Because, here’s the thing about free range kids’ parents – they truly love and respect their kids.
Most free range parents are educated, some very educated, and tend to be pretty involved, caring parents. They are aware of childhood development and learning. They highly value their children’s independence, capabilities, and needs. These parents access risks, dangers, and educate their children on what to do if they come across any. They are involved parents who don’t hover, or “helicopter” over their children and believe less hovering allows more freedom for their children to blossom and grow into the capable, strong, independent individuals they were meant to be. Free range parents love their children very much, and their free range kids understand that the freedom they receive is an expression of trust, respect, and love from their parents, and not because their parents are lazy or too busy to care.
Free Range Kids Aren’t Neglected or Abused
Because parents who are too busy to truly care about their children are neglectful parents. Neglectful parents (or uninvolved parents) don’t know and don’t care or worry too much about where their children are, who their children are with, when they will be home, or if they’ll come home. Neglectful parents are usually selfish and narcissistic. While they do provide the basics of food and shelter for their children, they are aloof, uninvolved in their children’s lives, and come across as unloving. They are indifferent to their children, and are emotionally unavailable. Neglectful parents forget about their children and are often late picking up them up from places. They don’t know their own children very well at all. Often neglectful parents view children as a burden, a nuisance, and not something that needs much attention. These parents usually have very few expectations for their children, if any, and don’t attend school or other events.
And parents who are otherwise abusive (and there are many ways to abuse a child) can be overly strict, demanding, controlling, pushy, overly punitive, handsy, and physical. They can lessen a child’s self-worth in countless ways. They may physically hurt their children. Many abusive parents humiliate their children, disrespect them, limit their freedom, and treat them unjustly. Abusive parents may abandon their children, leave them to “fend for themselves” before they are ready, or keep them locked outdoors for hours, in conditions that are unsafe or unfit, sometimes simply to prove a point. Abusive parents tend to shout or yell at, be aggressive toward, or bully their own children.
Neither the definition of a neglectful parent or an abusive parent fits within the context of the discussion of the free range kids parenting philosophy. Free range parents aren’t neglectful or abusive parents trying to mask their neglect or abuse by using some label. Just as at the other end of the spectrum, helicopter parents aren’t generally abusive (controlling) individuals hiding behind a label either. Abuse is abuse. Neglect is neglect.
And they need to be taken seriously when they really occur.
Because the difference between abusive and neglectful parents and free range parents is in the relationships.
Good parents, no matter what philosophical parenting practices they subscribe to, have a healthy, mutually beneficial, loving relationship with their children, even behind closed doors. Good parents, like many of these free range parents, listen to their children, adapt to their growing need for freedom and independence, and are very involved in their children’s lives.

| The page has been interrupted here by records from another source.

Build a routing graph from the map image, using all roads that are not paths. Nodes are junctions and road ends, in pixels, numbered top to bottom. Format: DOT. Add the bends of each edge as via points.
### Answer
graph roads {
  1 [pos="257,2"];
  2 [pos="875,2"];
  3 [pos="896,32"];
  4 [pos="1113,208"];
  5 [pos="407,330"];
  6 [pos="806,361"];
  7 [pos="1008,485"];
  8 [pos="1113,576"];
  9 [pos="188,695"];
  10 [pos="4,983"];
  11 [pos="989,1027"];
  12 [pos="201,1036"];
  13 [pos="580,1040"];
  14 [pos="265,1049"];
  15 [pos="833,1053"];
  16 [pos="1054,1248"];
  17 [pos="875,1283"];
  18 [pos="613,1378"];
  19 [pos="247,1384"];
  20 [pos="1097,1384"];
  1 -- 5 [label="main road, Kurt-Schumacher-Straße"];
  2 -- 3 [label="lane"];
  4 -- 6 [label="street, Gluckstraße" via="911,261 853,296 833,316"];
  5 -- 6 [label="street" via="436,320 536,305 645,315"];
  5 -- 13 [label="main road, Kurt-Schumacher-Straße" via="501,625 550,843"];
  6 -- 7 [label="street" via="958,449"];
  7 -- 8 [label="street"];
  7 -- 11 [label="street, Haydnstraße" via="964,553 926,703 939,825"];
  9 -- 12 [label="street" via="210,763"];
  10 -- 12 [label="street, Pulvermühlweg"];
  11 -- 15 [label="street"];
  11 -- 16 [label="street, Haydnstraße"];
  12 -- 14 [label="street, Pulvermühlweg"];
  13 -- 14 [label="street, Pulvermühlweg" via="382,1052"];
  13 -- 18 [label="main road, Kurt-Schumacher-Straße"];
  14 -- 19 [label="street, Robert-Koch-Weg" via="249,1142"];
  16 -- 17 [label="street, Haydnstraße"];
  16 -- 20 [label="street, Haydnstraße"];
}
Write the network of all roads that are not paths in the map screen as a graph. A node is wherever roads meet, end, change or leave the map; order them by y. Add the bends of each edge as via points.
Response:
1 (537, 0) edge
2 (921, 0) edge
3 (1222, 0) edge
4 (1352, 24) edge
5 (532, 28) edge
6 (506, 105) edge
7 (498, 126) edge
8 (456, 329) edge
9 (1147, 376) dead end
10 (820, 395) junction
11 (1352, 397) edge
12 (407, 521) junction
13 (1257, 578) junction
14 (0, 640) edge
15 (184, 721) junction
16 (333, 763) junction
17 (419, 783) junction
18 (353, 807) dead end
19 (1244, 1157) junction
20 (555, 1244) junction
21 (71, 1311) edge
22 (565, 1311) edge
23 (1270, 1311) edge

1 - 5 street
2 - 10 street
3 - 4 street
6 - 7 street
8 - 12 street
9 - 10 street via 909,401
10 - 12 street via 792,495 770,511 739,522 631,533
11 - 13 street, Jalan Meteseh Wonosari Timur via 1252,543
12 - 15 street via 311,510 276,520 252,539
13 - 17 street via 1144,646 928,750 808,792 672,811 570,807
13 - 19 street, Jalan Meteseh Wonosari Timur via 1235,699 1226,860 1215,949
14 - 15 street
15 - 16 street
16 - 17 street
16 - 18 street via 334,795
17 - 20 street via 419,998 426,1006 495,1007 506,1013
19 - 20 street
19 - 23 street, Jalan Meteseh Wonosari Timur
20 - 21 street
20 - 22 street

And that is why it is almost impossible as an onlooker to know if a child left alone is simply enjoying a little freedom, or alone because their home is abusive and/or their parents are neglectful.
Don’t get caught up in appearances. Children playing or walking alone aren’t necessarily neglected or abused. That’s a pretty big assumption to make! Because you likely don’t even know these children, their parents, or their relationships, or even these children’s capabilities. You don’t know them if you never even once talked to them.
So, may I urge all people everywhere not to call the police on kids you do not know, on abuse charges you do not know actually exist. Because, while police departments and Child Protective Services often do amazingly wonderful things for our society and children, they can also destroy good, happy families, all because you feared something that didn’t actually exist. Don’t waste CPS’s time and money, and don’t stress out and put financial and emotional strain on a family for absolutely no validated reason.
If you are really concerned about a child or children in your neighborhood or classroom or church group, then keep an eye on things and the child. Maybe talk to the child and/or their parents. Try to befriend them. Ask others who know them better if there are any concerns at home. But, don’t overreact. If you feel the need, offer helpful parenting tips and suggestions to the parents, love the child in question yourself, and do your part to be a good influence in their life.
Remember, all parents are going to parent differently. But, generally speaking, the only really wrong way to parent, is to be truly abusive in some way, and threaten the life and (true) well-being of a child.
What do you think about the free-range kids movement?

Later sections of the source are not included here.